### [Records to use]
--------------------------------------------------

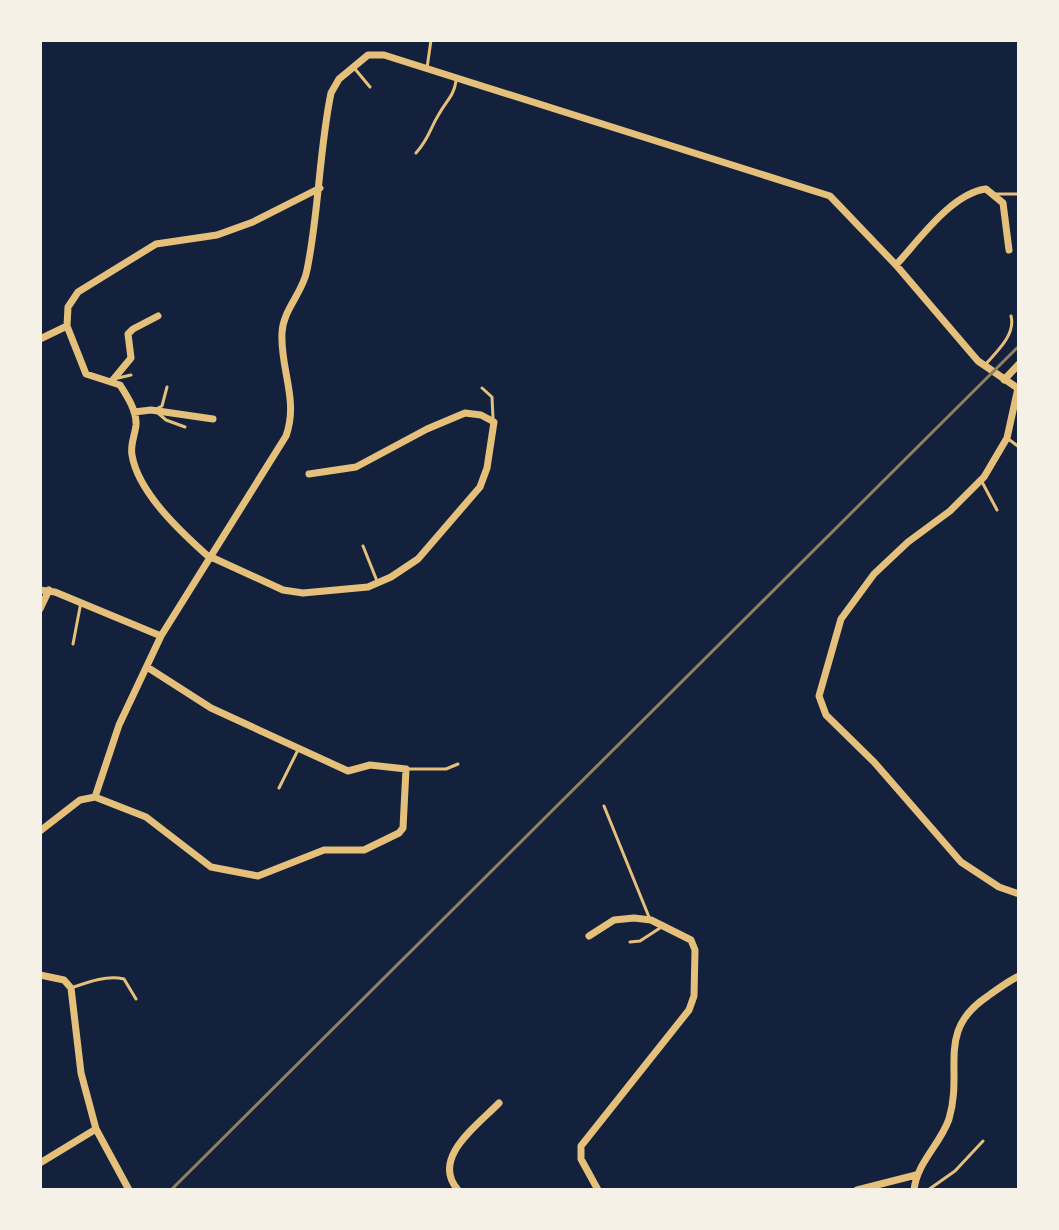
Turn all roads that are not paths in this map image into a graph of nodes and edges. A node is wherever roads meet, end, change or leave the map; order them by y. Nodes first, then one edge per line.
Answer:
1 (431, 40) edge
2 (353, 67) junction
3 (427, 68) junction
4 (457, 77) junction
5 (370, 87) dead end
6 (416, 153) dead end
7 (320, 188) junction
8 (995, 194) junction
9 (1019, 194) edge
10 (1009, 250) dead end
11 (896, 265) junction
12 (158, 316) dead end
13 (1011, 316) dead end
14 (67, 326) junction
15 (40, 339) edge
16 (1019, 364) edge
17 (984, 366) junction
18 (131, 375) dead end
19 (113, 380) junction
20 (1004, 380) junction
21 (167, 387) dead end
22 (482, 388) dead end
23 (1018, 389) edge
24 (153, 410) junction
25 (134, 412) junction
26 (213, 419) dead end
27 (494, 422) junction
28 (185, 427) dead end
29 (1007, 438) junction
30 (1019, 447) edge
31 (309, 474) dead end
32 (981, 480) junction
33 (997, 510) dead end
34 (363, 546) dead end
35 (211, 557) junction
36 (378, 584) junction
37 (44, 590) edge
38 (81, 602) junction
39 (40, 609) edge
40 (161, 636) junction
41 (73, 644) dead end
42 (147, 667) junction
43 (299, 748) junction
44 (458, 764) dead end
45 (406, 769) junction
46 (279, 788) dead end
47 (95, 797) junction
48 (604, 806) dead end
49 (40, 815) edge
50 (43, 828) edge
51 (1019, 894) edge
52 (651, 920) junction
53 (663, 925) junction
54 (589, 936) dead end
55 (630, 942) dead end
56 (40, 975) edge
57 (1019, 976) edge
58 (71, 988) junction
59 (136, 999) dead end
60 (499, 1103) dead end
61 (96, 1129) junction
62 (983, 1141) dead end
63 (40, 1163) edge
64 (916, 1175) junction
65 (129, 1190) edge
66 (458, 1190) edge
67 (598, 1190) edge
68 (857, 1190) edge
69 (914, 1190) edge
70 (928, 1190) edge

1 - 3 lane
2 - 3 street
2 - 5 lane
2 - 7 street
3 - 4 street
4 - 6 lane
4 - 11 street
7 - 14 street
7 - 35 street
8 - 9 lane
8 - 10 street
8 - 11 street
11 - 17 street
12 - 19 street
13 - 17 lane
14 - 15 street
14 - 19 street
16 - 20 street
17 - 20 street
18 - 19 lane
19 - 25 street
20 - 23 street
21 - 24 lane
22 - 27 lane
23 - 29 street
24 - 25 street
24 - 26 street
24 - 28 lane
25 - 35 street
27 - 31 street
27 - 36 street
29 - 30 lane
29 - 32 street
32 - 33 lane
32 - 51 street
34 - 36 lane
35 - 36 street
35 - 40 street
37 - 38 street
37 - 39 street
38 - 40 street
38 - 41 lane
40 - 42 street
42 - 43 street
42 - 47 street
43 - 45 street
43 - 46 lane
44 - 45 lane
45 - 47 street
47 - 50 street
48 - 52 lane
49 - 50 street
52 - 53 street
52 - 54 street
53 - 55 lane
53 - 67 street
56 - 58 street
57 - 64 street
58 - 59 lane
58 - 61 street
60 - 66 street
61 - 63 street
61 - 65 street
62 - 70 lane
64 - 68 street
64 - 69 street

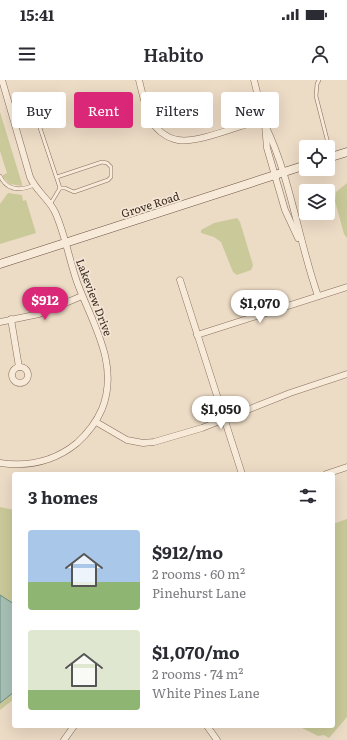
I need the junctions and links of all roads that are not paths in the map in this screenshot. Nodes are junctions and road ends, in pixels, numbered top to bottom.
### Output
1 (139, 80) edge
2 (254, 80) edge
3 (320, 80) edge
4 (2, 82) edge
5 (257, 92) edge
6 (40, 128) dead end
7 (240, 128) edge
8 (264, 128) edge
9 (267, 128) edge
10 (326, 140) edge
11 (347, 152) edge
12 (335, 156) edge
13 (299, 167) edge
14 (283, 173) junction
15 (275, 175) junction
16 (0, 176) edge
17 (56, 177) junction
18 (34, 185) junction
19 (60, 188) junction
20 (50, 205) junction
21 (64, 244) junction
22 (303, 250) junction
23 (0, 264) edge
24 (180, 280) dead end
25 (347, 286) edge
26 (82, 296) junction
27 (318, 296) junction
28 (11, 319) junction
29 (0, 322) edge
30 (197, 335) junction
31 (19, 367) dead end
32 (347, 374) edge
33 (224, 420) junction
34 (96, 422) junction
35 (0, 464) edge
36 (347, 467) edge
37 (241, 472) edge
38 (332, 472) edge
39 (73, 728) edge
40 (208, 728) edge
41 (64, 740) edge
42 (217, 740) edge

1 - 7 street
2 - 5 street
3 - 10 lane
4 - 18 street, Lakeview Drive
6 - 17 lane
8 - 15 street
9 - 14 street
11 - 12 street
13 - 14 street, Grove Road
14 - 15 street, Grove Road
14 - 22 street
15 - 21 street, Grove Road
15 - 22 street
16 - 18 lane
17 - 19 lane
17 - 19 lane
18 - 20 street, Lakeview Drive
19 - 20 lane
20 - 21 street, Lakeview Drive
21 - 23 street, Grove Road
21 - 26 street, Lakeview Drive
22 - 27 street
24 - 30 street
25 - 27 street
26 - 28 street
26 - 34 street, Lakeview Drive
27 - 30 street
28 - 29 street
28 - 31 street
30 - 33 street
32 - 33 street
33 - 34 street
33 - 37 street
34 - 35 street, Lakeview Drive
36 - 38 street
39 - 41 street
40 - 42 street

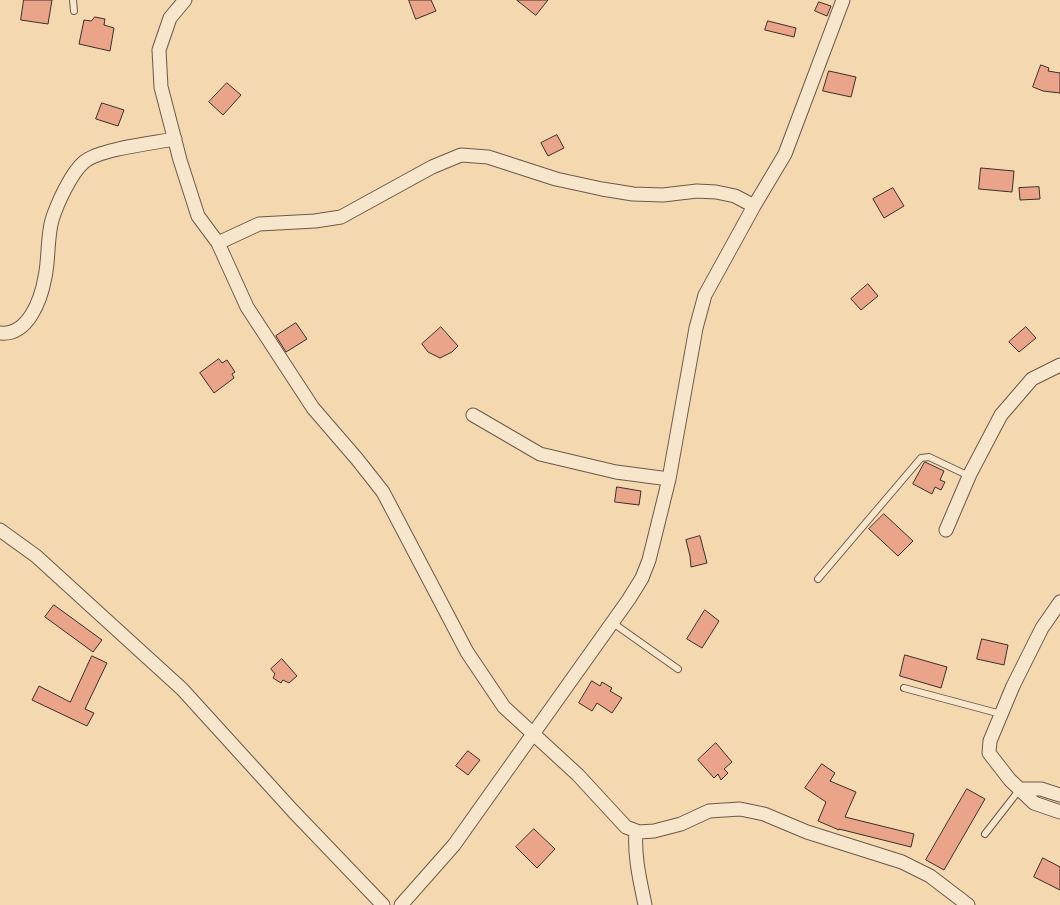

--------------------------------------------------

### [Problem statement]
Could you reproduce the listing above exactly and drop every picture?

### [Answer]
Turn all roads that are not paths in this map image into a graph of nodes and edges. A node is wherever roads meet, end, change or leave the map; order them by y. Nodes first, then one edge per line.
Answer:
1 (431, 40) edge
2 (353, 67) junction
3 (427, 68) junction
4 (457, 77) junction
5 (370, 87) dead end
6 (416, 153) dead end
7 (320, 188) junction
8 (995, 194) junction
9 (1019, 194) edge
10 (1009, 250) dead end
11 (896, 265) junction
12 (158, 316) dead end
13 (1011, 316) dead end
14 (67, 326) junction
15 (40, 339) edge
16 (1019, 364) edge
17 (984, 366) junction
18 (131, 375) dead end
19 (113, 380) junction
20 (1004, 380) junction
21 (167, 387) dead end
22 (482, 388) dead end
23 (1018, 389) edge
24 (153, 410) junction
25 (134, 412) junction
26 (213, 419) dead end
27 (494, 422) junction
28 (185, 427) dead end
29 (1007, 438) junction
30 (1019, 447) edge
31 (309, 474) dead end
32 (981, 480) junction
33 (997, 510) dead end
34 (363, 546) dead end
35 (211, 557) junction
36 (378, 584) junction
37 (44, 590) edge
38 (81, 602) junction
39 (40, 609) edge
40 (161, 636) junction
41 (73, 644) dead end
42 (147, 667) junction
43 (299, 748) junction
44 (458, 764) dead end
45 (406, 769) junction
46 (279, 788) dead end
47 (95, 797) junction
48 (604, 806) dead end
49 (40, 815) edge
50 (43, 828) edge
51 (1019, 894) edge
52 (651, 920) junction
53 (663, 925) junction
54 (589, 936) dead end
55 (630, 942) dead end
56 (40, 975) edge
57 (1019, 976) edge
58 (71, 988) junction
59 (136, 999) dead end
60 (499, 1103) dead end
61 (96, 1129) junction
62 (983, 1141) dead end
63 (40, 1163) edge
64 (916, 1175) junction
65 (129, 1190) edge
66 (458, 1190) edge
67 (598, 1190) edge
68 (857, 1190) edge
69 (914, 1190) edge
70 (928, 1190) edge

1 - 3 lane
2 - 3 street
2 - 5 lane
2 - 7 street
3 - 4 street
4 - 6 lane
4 - 11 street
7 - 14 street
7 - 35 street
8 - 9 lane
8 - 10 street
8 - 11 street
11 - 17 street
12 - 19 street
13 - 17 lane
14 - 15 street
14 - 19 street
16 - 20 street
17 - 20 street
18 - 19 lane
19 - 25 street
20 - 23 street
21 - 24 lane
22 - 27 lane
23 - 29 street
24 - 25 street
24 - 26 street
24 - 28 lane
25 - 35 street
27 - 31 street
27 - 36 street
29 - 30 lane
29 - 32 street
32 - 33 lane
32 - 51 street
34 - 36 lane
35 - 36 street
35 - 40 street
37 - 38 street
37 - 39 street
38 - 40 street
38 - 41 lane
40 - 42 street
42 - 43 street
42 - 47 street
43 - 45 street
43 - 46 lane
44 - 45 lane
45 - 47 street
47 - 50 street
48 - 52 lane
49 - 50 street
52 - 53 street
52 - 54 street
53 - 55 lane
53 - 67 street
56 - 58 street
57 - 64 street
58 - 59 lane
58 - 61 street
60 - 66 street
61 - 63 street
61 - 65 street
62 - 70 lane
64 - 68 street
64 - 69 street

I need the junctions and links of all roads that are not paths in the map in this screenshot. Nodes are junctions and road ends, in pixels, numbered top to bottom.
### Output
1 (139, 80) edge
2 (254, 80) edge
3 (320, 80) edge
4 (2, 82) edge
5 (257, 92) edge
6 (40, 128) dead end
7 (240, 128) edge
8 (264, 128) edge
9 (267, 128) edge
10 (326, 140) edge
11 (347, 152) edge
12 (335, 156) edge
13 (299, 167) edge
14 (283, 173) junction
15 (275, 175) junction
16 (0, 176) edge
17 (56, 177) junction
18 (34, 185) junction
19 (60, 188) junction
20 (50, 205) junction
21 (64, 244) junction
22 (303, 250) junction
23 (0, 264) edge
24 (180, 280) dead end
25 (347, 286) edge
26 (82, 296) junction
27 (318, 296) junction
28 (11, 319) junction
29 (0, 322) edge
30 (197, 335) junction
31 (19, 367) dead end
32 (347, 374) edge
33 (224, 420) junction
34 (96, 422) junction
35 (0, 464) edge
36 (347, 467) edge
37 (241, 472) edge
38 (332, 472) edge
39 (73, 728) edge
40 (208, 728) edge
41 (64, 740) edge
42 (217, 740) edge

1 - 7 street
2 - 5 street
3 - 10 lane
4 - 18 street, Lakeview Drive
6 - 17 lane
8 - 15 street
9 - 14 street
11 - 12 street
13 - 14 street, Grove Road
14 - 15 street, Grove Road
14 - 22 street
15 - 21 street, Grove Road
15 - 22 street
16 - 18 lane
17 - 19 lane
17 - 19 lane
18 - 20 street, Lakeview Drive
19 - 20 lane
20 - 21 street, Lakeview Drive
21 - 23 street, Grove Road
21 - 26 street, Lakeview Drive
22 - 27 street
24 - 30 street
25 - 27 street
26 - 28 street
26 - 34 street, Lakeview Drive
27 - 30 street
28 - 29 street
28 - 31 street
30 - 33 street
32 - 33 street
33 - 34 street
33 - 37 street
34 - 35 street, Lakeview Drive
36 - 38 street
39 - 41 street
40 - 42 street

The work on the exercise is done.